Y eso es un milagro.
Es indispensable pensar un oratorio, desde Don Bosco, con
estos destinatarios. Y eso nos lleva a la inevitable pregunta que nos confronta
y surge en nosotros mismos cuando trabajamos en los barrios: ¿Alcanza lo que
estoy haciendo? Es una pregunta de difícil respuesta. De lo que podemos estar
seguros, es que cae de maduro que no podemos reducir nuestra acción a unos
pocos juegos, un momento de catequesis y una merienda.
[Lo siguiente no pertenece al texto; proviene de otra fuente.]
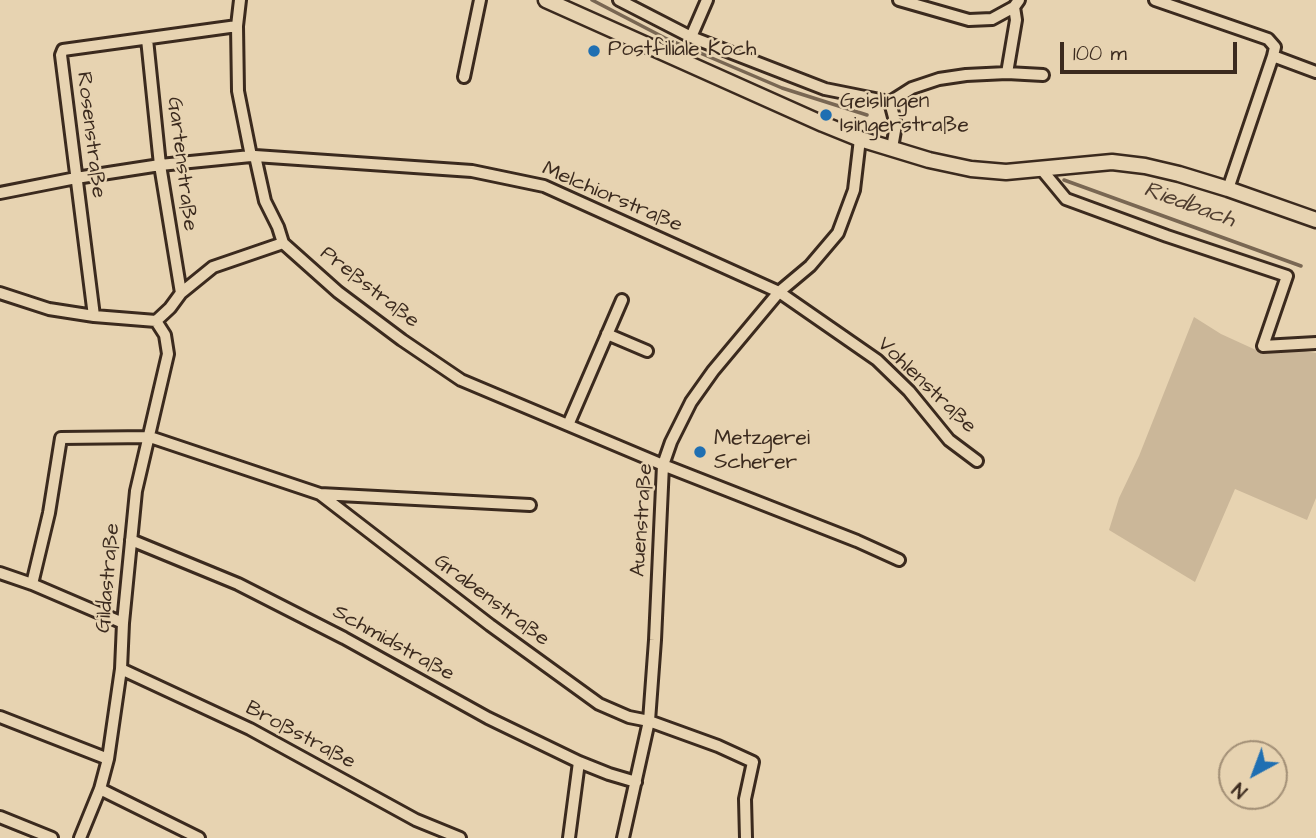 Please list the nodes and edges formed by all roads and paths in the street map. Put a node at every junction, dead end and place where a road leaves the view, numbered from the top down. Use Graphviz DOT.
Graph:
graph roads {
  1 [pos="240,0"];
  2 [pos="481,0"];
  3 [pos="546,0"];
  4 [pos="619,0"];
  5 [pos="707,0"];
  6 [pos="899,0"];
  7 [pos="1155,0"];
  8 [pos="1017,3"];
  9 [pos="577,5"];
  10 [pos="237,26"];
  11 [pos="691,37"];
  12 [pos="147,39"];
  13 [pos="1273,56"];
  14 [pos="1316,72"];
  15 [pos="1007,73"];
  16 [pos="1044,75"];
  17 [pos="464,78"];
  18 [pos="890,102"];
  19 [pos="860,139"];
  20 [pos="892,148"];
  21 [pos="253,156"];
  22 [pos="160,165"];
  23 [pos="1042,170"];
  24 [pos="76,178"];
  25 [pos="1228,189"];
  26 [pos="0,193"];
  27 [pos="1316,220"];
  28 [pos="283,243"];
  29 [pos="779,292"];
  30 [pos="0,293"];
  31 [pos="180,293"];
  32 [pos="622,300"];
  33 [pos="94,316"];
  34 [pos="156,321"];
  35 [pos="607,334"];
  36 [pos="1316,343"];
  37 [pos="647,351"];
  38 [pos="568,425"];
  39 [pos="150,437"];
  40 [pos="977,461"];
  41 [pos="663,465"];
  42 [pos="320,494"];
  43 [pos="530,505"];
  44 [pos="131,540"];
  45 [pos="899,560"];
  46 [pos="0,573"];
  47 [pos="32,584"];
  48 [pos="123,623"];
  49 [pos="121,669"];
  50 [pos="0,717"];
  51 [pos="649,721"];
  52 [pos="108,759"];
  53 [pos="579,762"];
  54 [pos="636,782"];
  55 [pos="100,789"];
  56 [pos="0,817"];
  57 [pos="52,838"];
  58 [pos="80,838"];
  59 [pos="199,838"];
  60 [pos="460,838"];
  61 [pos="569,838"];
  62 [pos="623,838"];
  63 [pos="746,838"];
  1 -- 10 [label="street, Preßstraße"];
  2 -- 17 [label="street"];
  3 -- 9 [label="street"];
  4 -- 11 [label="street"];
  5 -- 11 [label="street"];
  6 -- 8 [label="street"];
  7 -- 13 [label="street"];
  8 -- 15 [label="street"];
  9 -- 19 [label="street"];
  10 -- 12 [label="street, Rosenstraße"];
  10 -- 21 [label="street, Preßstraße"];
  11 -- 18 [label="street"];
  12 -- 22 [label="street, Gartenstraße"];
  12 -- 24 [label="street, Rosenstraße"];
  13 -- 14 [label="street"];
  13 -- 25 [label="street"];
  15 -- 16 [label="street"];
  15 -- 18 [label="street"];
  18 -- 20 [label="street"];
  19 -- 20 [label="street"];
  19 -- 29 [label="street, Auenstraße"];
  20 -- 23 [label="street"];
  21 -- 22 [label="street, Melchiorstraße"];
  21 -- 28 [label="street, Preßstraße"];
  21 -- 29 [label="street, Melchiorstraße"];
  22 -- 24 [label="street, Melchiorstraße"];
  22 -- 31 [label="street, Gartenstraße"];
  23 -- 25 [label="street"];
  23 -- 36 [label="street"];
  24 -- 26 [label="street, Melchiorstraße"];
  24 -- 33 [label="street, Rosenstraße"];
  25 -- 27 [label="street"];
  28 -- 31 [label="street"];
  28 -- 38 [label="street, Preßstraße"];
  29 -- 40 [label="street, Vohlenstraße"];
  29 -- 41 [label="street, Auenstraße"];
  30 -- 33 [label="street"];
  31 -- 34 [label="street"];
  32 -- 35 [label="street"];
  33 -- 34 [label="street"];
  34 -- 39 [label="street, Gildastraße"];
  35 -- 37 [label="street"];
  35 -- 38 [label="street"];
  38 -- 41 [label="street, Preßstraße"];
  39 -- 42 [label="street, Grabenstraße"];
  39 -- 44 [label="street, Gildastraße"];
  39 -- 47 [label="street, Grabenstraße"];
  41 -- 45 [label="street, Preßstraße"];
  41 -- 51 [label="street, Auenstraße"];
  42 -- 43 [label="street, Grabenstraße"];
  42 -- 51 [label="street, Grabenstraße"];
  44 -- 48 [label="street, Gildastraße"];
  44 -- 53 [label="street, Schmidstraße"];
  46 -- 47 [label="street"];
  47 -- 48 [label="street"];
  48 -- 49 [label="street, Gildastraße"];
  49 -- 52 [label="street, Gildastraße"];
  49 -- 60 [label="street, Broßstraße"];
  50 -- 52 [label="street"];
  51 -- 54 [label="street, Auenstraße"];
  51 -- 63 [label="street, Grabenstraße"];
  52 -- 55 [label="street, Gildastraße"];
  53 -- 54 [label="street, Schmidstraße"];
  53 -- 61 [label="street"];
  54 -- 62 [label="street, Auenstraße"];
  55 -- 58 [label="street, Gildastraße"];
  55 -- 59 [label="street"];
  56 -- 57 [label="street"];
}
Alguno podría decir que cuando Don Bosco se vio forzado a
escribir un reglamento oratoriano estableció que “el objetivo del Oratorio
festivo es el de entretener a la juventud en los días de fiesta con agradable y
honesta recreación después de haber asistido a las funciones sagradas en la
iglesia” (Reglamento del Oratorio
Festivo)
¿Pero acaso los tiempos en que vivimos no nos exigen algo
más? ¿No nos piden que vayamos donde los jóvenes más sufren? ¿Seríamos capaces
de desaprovechar la experiencia pedagógica de Don Bosco y perder la oportunidad
de salvar tantas vidas? Es obvio que la cuestión de fondo no está en el buen
uso o no de la palabra “oratorio”, sino en la profunda interpelación de nuestra
misión como salesianos.
Y no pensemos sólo en conceptos, sino también en
estrategias. No se trata únicamente de volver a la tierra sagrada de plazas y
barriadas enarbolando la bandera de pobreza cero. Es necesario también repensar
el cómo nos acercamos y acompañamos a los jóvenes y qué propuestas tenemos para
combatir la situación de riesgo en la que se hallan. Esto implica abrir la mirada
y caminar al encuentro del Otro, ir
donde la verdad grita y donde ser joven es peligroso. Significa aprender a
trabajar en red con las distintas instituciones barriales de esta sociedad pluricultural
y diversa. Se trata, también, de convertirse en misionero y visitar casas,
familias y dolores ancestrales. Implica comprometerse social y políticamente
(lo que no implica adherir a un partido político) para tratar de lograr cambios
consistentes y duraderos. Como salesianos laicos y consagrados, poco a poco
vamos tomando conciencia de esto y hemos empezado a vivir una historia de
encarnación.
Repensar el oratorio y la misión, es comenzar a intuir que
la historia se juega en nuestras calles. Y es algo inevitable y primordial que
debemos hacer. Nosotros mismos hemos construido el camino para que, algunos
piensen, que el oratorio, hoy en día, no
se compromete de fondo con nuestra realidad social. Es tarea nuestra, entonces,
repensarnos, poner manos a la obra y mirar desde los ojos de Jesús y de Don
Bosco, porque, como cantó Eduardo Meana en Santo callejero, “tu mirada de santo
no está llena de nubes Juan Bosco, santo callejero, sino de rostros de hijos
queridos y de fatigas, de amor y caminos.”